Kernaghan's allegations refer to two U.S. apparel manufacturers under contract to produce children's clothing with the Disney label.
Disney denies allegations
Disney has been denying such allegations since January, when the committee first made them public in a report titled "The U.S. in Haiti. How to Get Rich on 11 Cents an Hour."
Disney spokesman Chuck Champlin said the charges are disputed by not only its manufacturers in Haiti, but also by the U.S. State Department.
Champlin cited a recent letter from a State Department official to Rep. Richard Gephardt, D-Mo. The letter said that based on unannounced visits, the U.S. Embassy staff in Haiti found "a pattern of widespread compliance with minimum-wages laws with most workers earning substantially more than the minimum wage."
Champlin also said Disney representatives had been to Haiti to verify that the factories are following the laws and are properly maintained.

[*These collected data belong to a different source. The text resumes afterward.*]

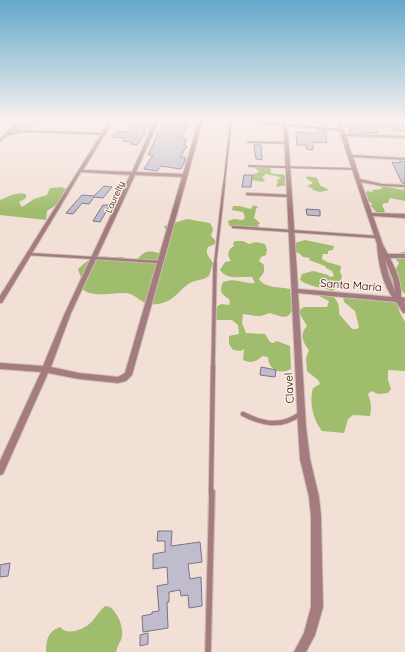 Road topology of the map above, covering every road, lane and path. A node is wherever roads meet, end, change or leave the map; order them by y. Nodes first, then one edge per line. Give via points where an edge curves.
1 (93, 150) edge
2 (144, 150) edge
3 (193, 150) edge
4 (228, 150) edge
5 (287, 150) edge
6 (350, 150) edge
7 (352, 156) junction
8 (405, 159) edge
9 (249, 166) dead end
10 (288, 168) junction
11 (355, 170) junction
12 (81, 171) junction
13 (134, 173) junction
14 (186, 176) junction
15 (358, 180) junction
16 (405, 186) edge
17 (247, 194) dead end
18 (290, 196) junction
19 (369, 214) junction
20 (405, 216) edge
21 (233, 227) dead end
22 (292, 232) junction
23 (377, 237) junction
24 (380, 244) junction
25 (28, 254) junction
26 (380, 255) junction
27 (387, 256) junction
28 (405, 256) edge
29 (95, 257) junction
30 (160, 262) junction
31 (295, 291) junction
32 (402, 299) edge
33 (0, 301) edge
34 (405, 311) edge
35 (0, 366) edge
36 (46, 369) junction
37 (301, 413) junction
38 (243, 414) dead end
39 (0, 471) edge
40 (208, 652) edge
41 (300, 652) edge

1 - 12 street
2 - 13 street, Laurelty
3 - 14 street
4 - 40 lane via 214,276
5 - 10 street, Clavel
6 - 7 street
7 - 8 street
7 - 11 street
9 - 10 lane
10 - 11 lane
10 - 18 street, Clavel
11 - 15 street
12 - 13 street
12 - 25 street
13 - 14 street
13 - 29 street, Laurelty
14 - 30 street
15 - 16 street
15 - 19 street
17 - 18 lane
18 - 22 street, Clavel
19 - 20 street
19 - 23 street
21 - 22 lane
22 - 23 lane
22 - 31 street, Clavel
23 - 24 street
24 - 26 street
24 - 27 street
25 - 29 lane
25 - 33 street
26 - 27 street
26 - 32 street via 392,292
27 - 28 street
27 - 32 street
29 - 30 lane
29 - 36 street, Laurelty via 68,313
30 - 36 street via 126,378 118,380 80,376
31 - 32 street, Santa María
31 - 37 street, Clavel
32 - 34 street
35 - 36 street
36 - 39 street, Laurelty
37 - 38 lane via 291,422 276,424 254,420
37 - 41 street, Clavel via 305,459 316,516 317,607 310,635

The minimum wage in the hemisphere's poorest nation is 28 cents an hour. While Kernaghan had earlier alleged that Disney's contractors violated the minimum-wage laws, his letter to Eisner, faxed May 29, does not repeat that charge. Instead it details wretched working and living conditions.
"Is it possible to survive in Haiti on 28 cents an hour?" the letter asks.
Family lives in poverty
Among those sewing the Mickey Mouse and Lion King garments is a single mother with four young children, the letter described. "They lived in a one-room windowless shack, 8 by 11 feet wide, lit by one bare bulb and with a tin roof that leaked. . . . The toilet was a hole in the ground, shared with 10 other families."
In one of the factories, according to the committee, "Supervisors put enormous, constant pressure on the workers to go faster. . . . The toilets are filthy. Rats are everywhere. The holding tank for drinking water is covered only with a light piece of metal, which the rats have no trouble getting under. In the last week of April . . . rats that had been poisoned were floating in the water tank."
The watchdog group has only three paid employees and a quickly exhausted annual budget of $250,000.
Eisner has not answered the letter.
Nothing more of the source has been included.